Uncle Kenny’s shed really was just a shed, even though he lived in it. The slats of the walls and rafters of the ceilings were bare. Anna kept her hands snug in her pockets as she watched her uncle bumble around inside, searching for something. He talked the whole time but she didn’t know what about and she only latched on to a few strange things here and there.

“Texas is the safest place for the second comin,” he said. “I was tellin your dad that but he never listens to a thing.” Then a few minutes later, Uncle Kenny mentioned the family dairy cow. “Ain’t givin milk no more so she’s goin to market. No place for useless animals.”

In the middle of the shed rested a double bed on a crude wooden frame. Its blankets were balled at the foot, exposing off-white sheets with patches of dark grime. The skin on the back of Anna’s neck tightened when she looked at them.

Here it is,” said Uncle Kenny as he found what he’d been looking for. When he turned to Anna, he held a small, rectangular box with a sliding lid. He slid the lid open with his fat fingers and inside Anna saw six perfect rows of white blocks.

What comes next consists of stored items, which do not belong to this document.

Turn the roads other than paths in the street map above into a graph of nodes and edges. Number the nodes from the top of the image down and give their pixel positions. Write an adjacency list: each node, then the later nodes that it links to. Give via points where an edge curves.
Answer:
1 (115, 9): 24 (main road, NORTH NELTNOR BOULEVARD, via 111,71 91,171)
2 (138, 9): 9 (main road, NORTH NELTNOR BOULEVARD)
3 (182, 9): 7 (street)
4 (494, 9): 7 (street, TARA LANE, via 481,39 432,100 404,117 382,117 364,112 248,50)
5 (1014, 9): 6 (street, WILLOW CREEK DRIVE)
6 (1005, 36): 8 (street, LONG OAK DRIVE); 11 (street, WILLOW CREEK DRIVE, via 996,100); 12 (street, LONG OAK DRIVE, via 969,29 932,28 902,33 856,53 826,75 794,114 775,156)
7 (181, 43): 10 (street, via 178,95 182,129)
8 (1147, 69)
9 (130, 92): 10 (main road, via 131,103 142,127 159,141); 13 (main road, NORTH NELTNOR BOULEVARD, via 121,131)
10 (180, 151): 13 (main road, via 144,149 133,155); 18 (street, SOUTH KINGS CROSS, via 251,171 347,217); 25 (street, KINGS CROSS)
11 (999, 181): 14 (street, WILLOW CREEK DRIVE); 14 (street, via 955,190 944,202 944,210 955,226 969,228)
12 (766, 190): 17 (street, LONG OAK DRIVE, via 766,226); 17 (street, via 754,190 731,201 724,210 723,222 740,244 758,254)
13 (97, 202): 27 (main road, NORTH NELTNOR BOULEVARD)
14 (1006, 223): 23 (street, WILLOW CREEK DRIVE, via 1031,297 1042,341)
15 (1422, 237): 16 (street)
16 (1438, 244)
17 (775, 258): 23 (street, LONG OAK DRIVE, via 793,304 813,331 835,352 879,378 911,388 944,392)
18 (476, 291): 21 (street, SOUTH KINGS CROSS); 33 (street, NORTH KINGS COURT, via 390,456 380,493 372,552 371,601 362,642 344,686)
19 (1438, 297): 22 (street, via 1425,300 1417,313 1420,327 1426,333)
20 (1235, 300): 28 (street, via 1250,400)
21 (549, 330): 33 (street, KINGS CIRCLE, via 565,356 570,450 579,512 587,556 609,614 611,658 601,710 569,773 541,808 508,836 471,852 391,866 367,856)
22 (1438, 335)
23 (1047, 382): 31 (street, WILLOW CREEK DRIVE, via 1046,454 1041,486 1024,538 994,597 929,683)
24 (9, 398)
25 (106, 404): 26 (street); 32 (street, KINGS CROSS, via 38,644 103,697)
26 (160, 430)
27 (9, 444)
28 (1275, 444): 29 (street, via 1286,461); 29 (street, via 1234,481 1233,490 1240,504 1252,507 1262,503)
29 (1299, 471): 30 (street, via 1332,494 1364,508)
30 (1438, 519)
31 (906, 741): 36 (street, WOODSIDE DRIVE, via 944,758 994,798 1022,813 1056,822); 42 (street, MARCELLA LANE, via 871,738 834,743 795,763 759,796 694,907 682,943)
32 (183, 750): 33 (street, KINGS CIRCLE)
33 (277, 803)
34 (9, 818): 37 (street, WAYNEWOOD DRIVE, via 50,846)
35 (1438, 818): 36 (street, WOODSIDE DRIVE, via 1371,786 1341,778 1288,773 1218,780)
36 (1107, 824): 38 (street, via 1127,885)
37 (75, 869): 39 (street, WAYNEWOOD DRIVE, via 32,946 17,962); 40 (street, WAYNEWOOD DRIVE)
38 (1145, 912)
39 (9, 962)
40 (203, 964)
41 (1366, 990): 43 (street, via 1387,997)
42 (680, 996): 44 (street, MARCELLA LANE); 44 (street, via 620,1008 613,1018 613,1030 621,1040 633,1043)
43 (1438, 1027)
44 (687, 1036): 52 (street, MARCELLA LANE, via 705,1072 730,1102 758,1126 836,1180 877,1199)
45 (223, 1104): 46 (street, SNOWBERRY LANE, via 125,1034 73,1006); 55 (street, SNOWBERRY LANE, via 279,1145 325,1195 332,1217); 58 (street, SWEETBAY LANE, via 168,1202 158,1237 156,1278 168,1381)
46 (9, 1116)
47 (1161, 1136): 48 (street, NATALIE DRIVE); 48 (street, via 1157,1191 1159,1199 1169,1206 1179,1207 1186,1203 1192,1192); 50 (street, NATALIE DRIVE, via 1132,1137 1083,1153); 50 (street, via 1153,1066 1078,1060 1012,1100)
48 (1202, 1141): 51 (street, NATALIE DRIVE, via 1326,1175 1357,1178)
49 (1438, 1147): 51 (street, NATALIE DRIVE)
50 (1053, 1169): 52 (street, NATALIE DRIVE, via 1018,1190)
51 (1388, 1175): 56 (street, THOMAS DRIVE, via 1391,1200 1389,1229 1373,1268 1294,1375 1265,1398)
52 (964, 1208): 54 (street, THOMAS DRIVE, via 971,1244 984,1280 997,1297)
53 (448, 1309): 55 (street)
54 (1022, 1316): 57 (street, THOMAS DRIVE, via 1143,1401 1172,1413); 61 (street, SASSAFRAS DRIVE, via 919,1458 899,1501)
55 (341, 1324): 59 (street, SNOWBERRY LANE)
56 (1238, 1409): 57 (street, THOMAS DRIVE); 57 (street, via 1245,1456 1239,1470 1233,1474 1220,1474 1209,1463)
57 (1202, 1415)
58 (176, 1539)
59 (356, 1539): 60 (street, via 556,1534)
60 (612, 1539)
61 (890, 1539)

“Sugar?” she asked, reading the box lid.

“Yep. Cubes,” he said. “Told you I got a secret for you. C’mon.”

He led her back to the door. As he walked he tripped over an extension cord connected to a lamp. Stumbling, Uncle Kenny jerked his arm with the box of sugar for balance and several cubes flew out onto the floor like dice.

“Godammit!” he yelled.

“Here,” said Anna, nearly leaping to pick up the sugar, the volume of her uncle’s voice hot in her cheeks.

Outside, they walked to the side of the shed, the sun above them threatening to hide itself entirely. Uncle Kenny clicked his tongue and from around the corner poked the head of a young fawn. She stood close enough that Anna could count the white spots on her face – three on her forehead and four outside each eye. Her eyes were huge and black.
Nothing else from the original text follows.